══ EXTRACTED DATA

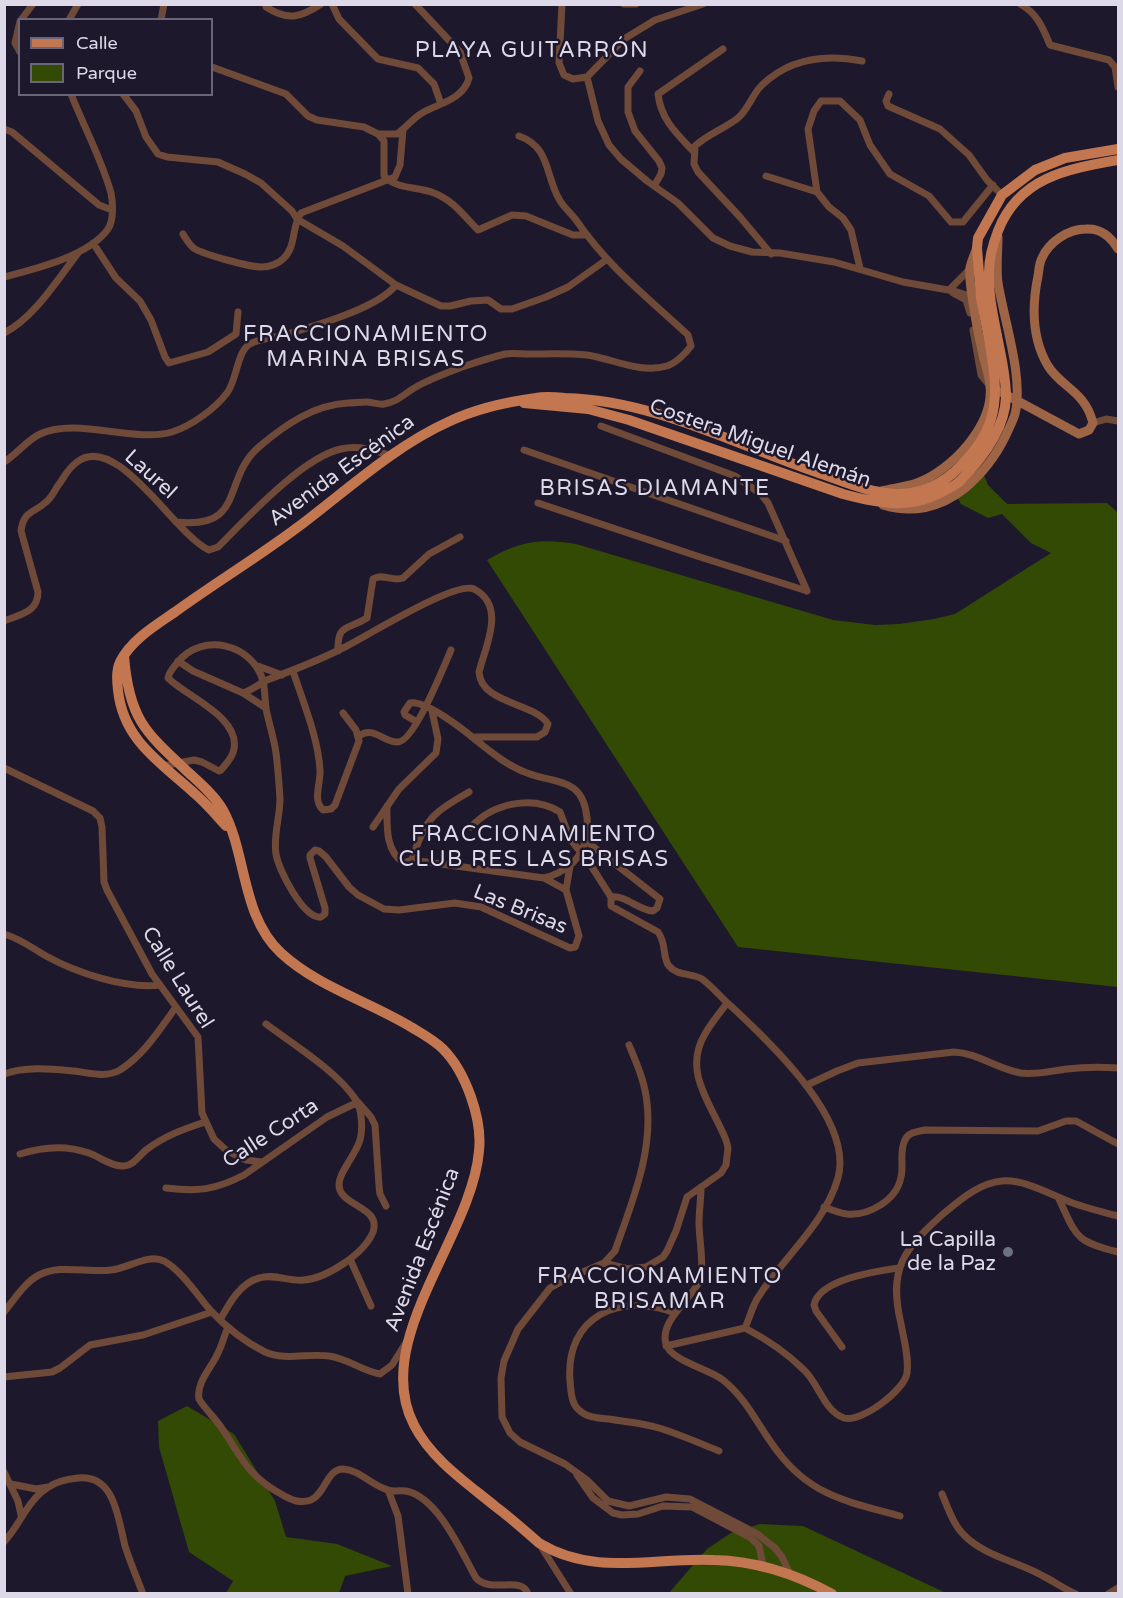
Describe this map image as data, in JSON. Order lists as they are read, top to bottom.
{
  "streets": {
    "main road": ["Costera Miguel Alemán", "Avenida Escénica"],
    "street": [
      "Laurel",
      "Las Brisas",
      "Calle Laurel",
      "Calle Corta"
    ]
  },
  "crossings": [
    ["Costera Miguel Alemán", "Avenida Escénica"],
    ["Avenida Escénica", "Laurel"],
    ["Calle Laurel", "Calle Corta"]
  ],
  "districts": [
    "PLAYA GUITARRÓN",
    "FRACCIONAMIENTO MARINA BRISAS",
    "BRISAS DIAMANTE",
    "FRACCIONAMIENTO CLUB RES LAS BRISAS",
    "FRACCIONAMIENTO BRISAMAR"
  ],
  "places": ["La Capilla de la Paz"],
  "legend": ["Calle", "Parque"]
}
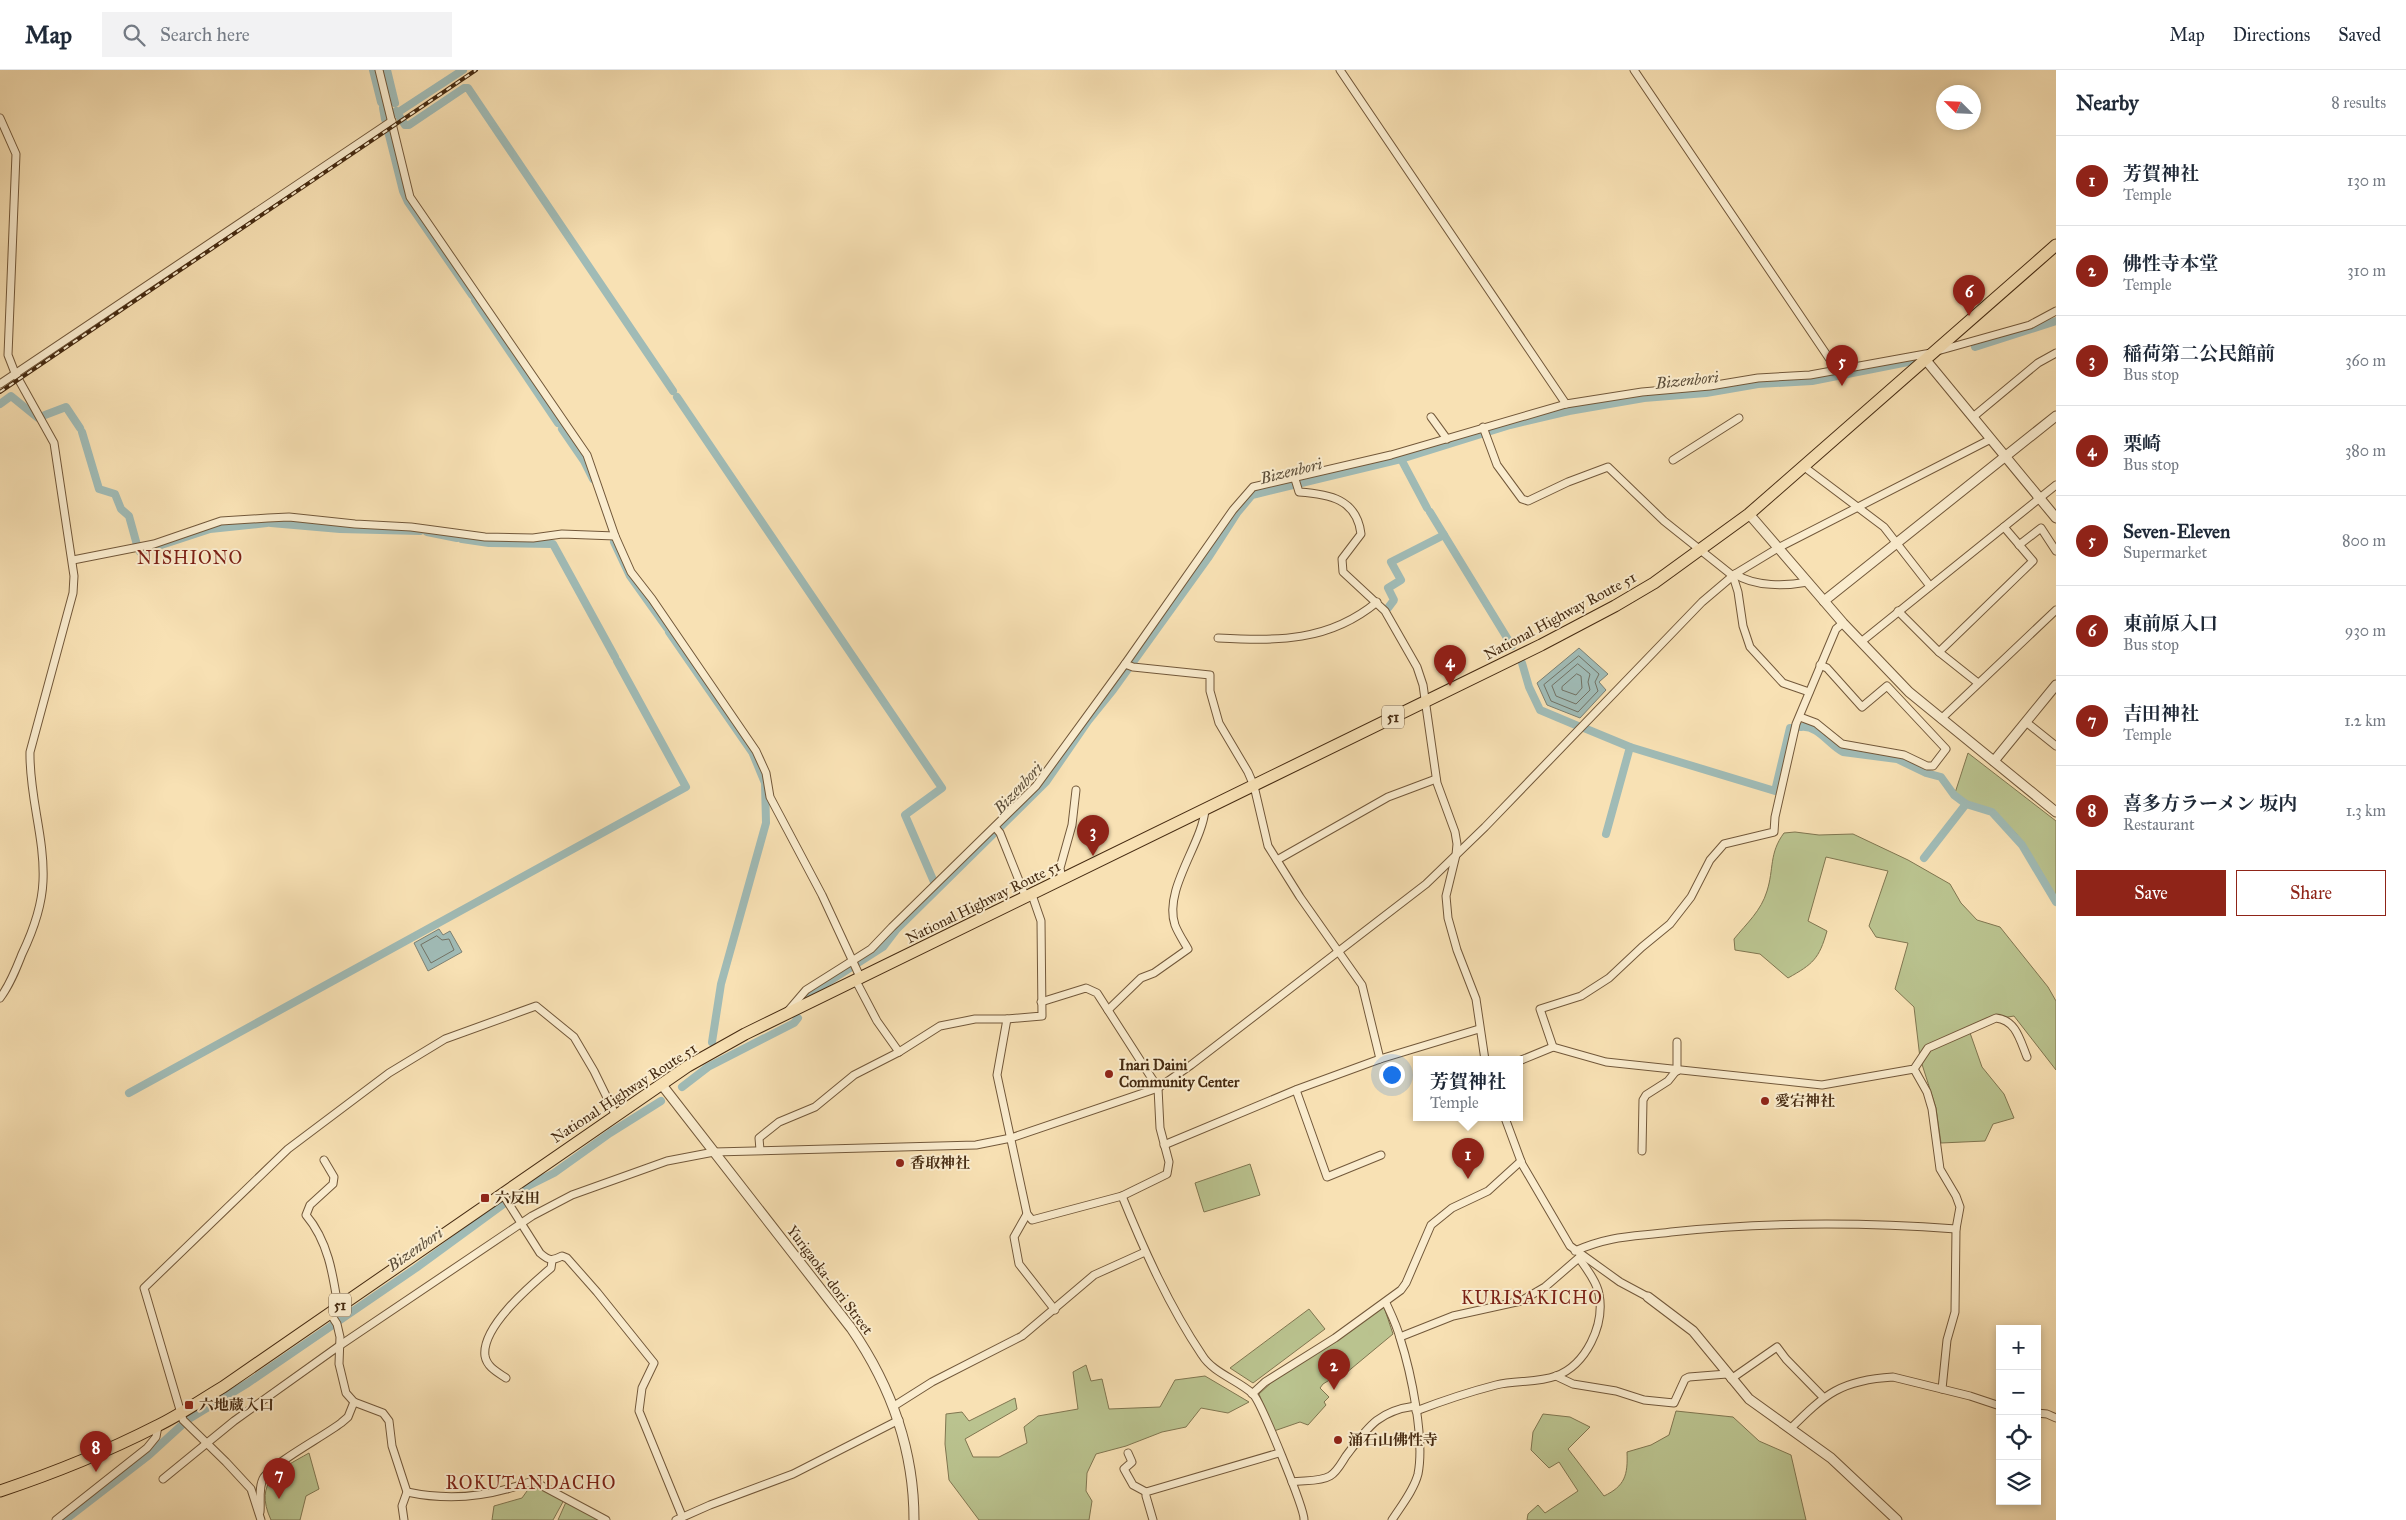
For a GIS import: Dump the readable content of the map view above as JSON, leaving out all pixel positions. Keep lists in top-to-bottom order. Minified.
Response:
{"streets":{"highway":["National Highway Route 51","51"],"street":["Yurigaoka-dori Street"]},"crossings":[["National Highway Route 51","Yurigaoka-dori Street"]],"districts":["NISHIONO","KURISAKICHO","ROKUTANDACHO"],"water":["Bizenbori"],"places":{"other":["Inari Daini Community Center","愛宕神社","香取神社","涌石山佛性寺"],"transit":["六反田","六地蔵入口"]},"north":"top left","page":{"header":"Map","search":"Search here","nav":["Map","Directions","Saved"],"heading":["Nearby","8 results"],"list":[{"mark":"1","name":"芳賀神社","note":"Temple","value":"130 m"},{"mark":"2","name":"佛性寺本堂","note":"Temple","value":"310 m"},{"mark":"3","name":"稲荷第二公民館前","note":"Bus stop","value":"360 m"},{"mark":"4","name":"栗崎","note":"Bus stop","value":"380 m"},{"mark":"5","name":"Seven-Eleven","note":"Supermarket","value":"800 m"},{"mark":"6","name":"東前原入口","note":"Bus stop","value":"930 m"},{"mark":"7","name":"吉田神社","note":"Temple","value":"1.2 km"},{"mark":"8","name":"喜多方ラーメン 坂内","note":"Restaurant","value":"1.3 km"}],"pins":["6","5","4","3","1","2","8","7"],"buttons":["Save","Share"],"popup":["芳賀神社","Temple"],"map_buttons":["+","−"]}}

════

== WORK REQUEST ==
Filter the lines above so that only those with the string "Escénica" remain, then copy them.

== WRITTEN ANSWER ==
    "main road": ["Costera Miguel Alemán", "Avenida Escénica"],
    ["Costera Miguel Alemán", "Avenida Escénica"],
    ["Avenida Escénica", "Laurel"],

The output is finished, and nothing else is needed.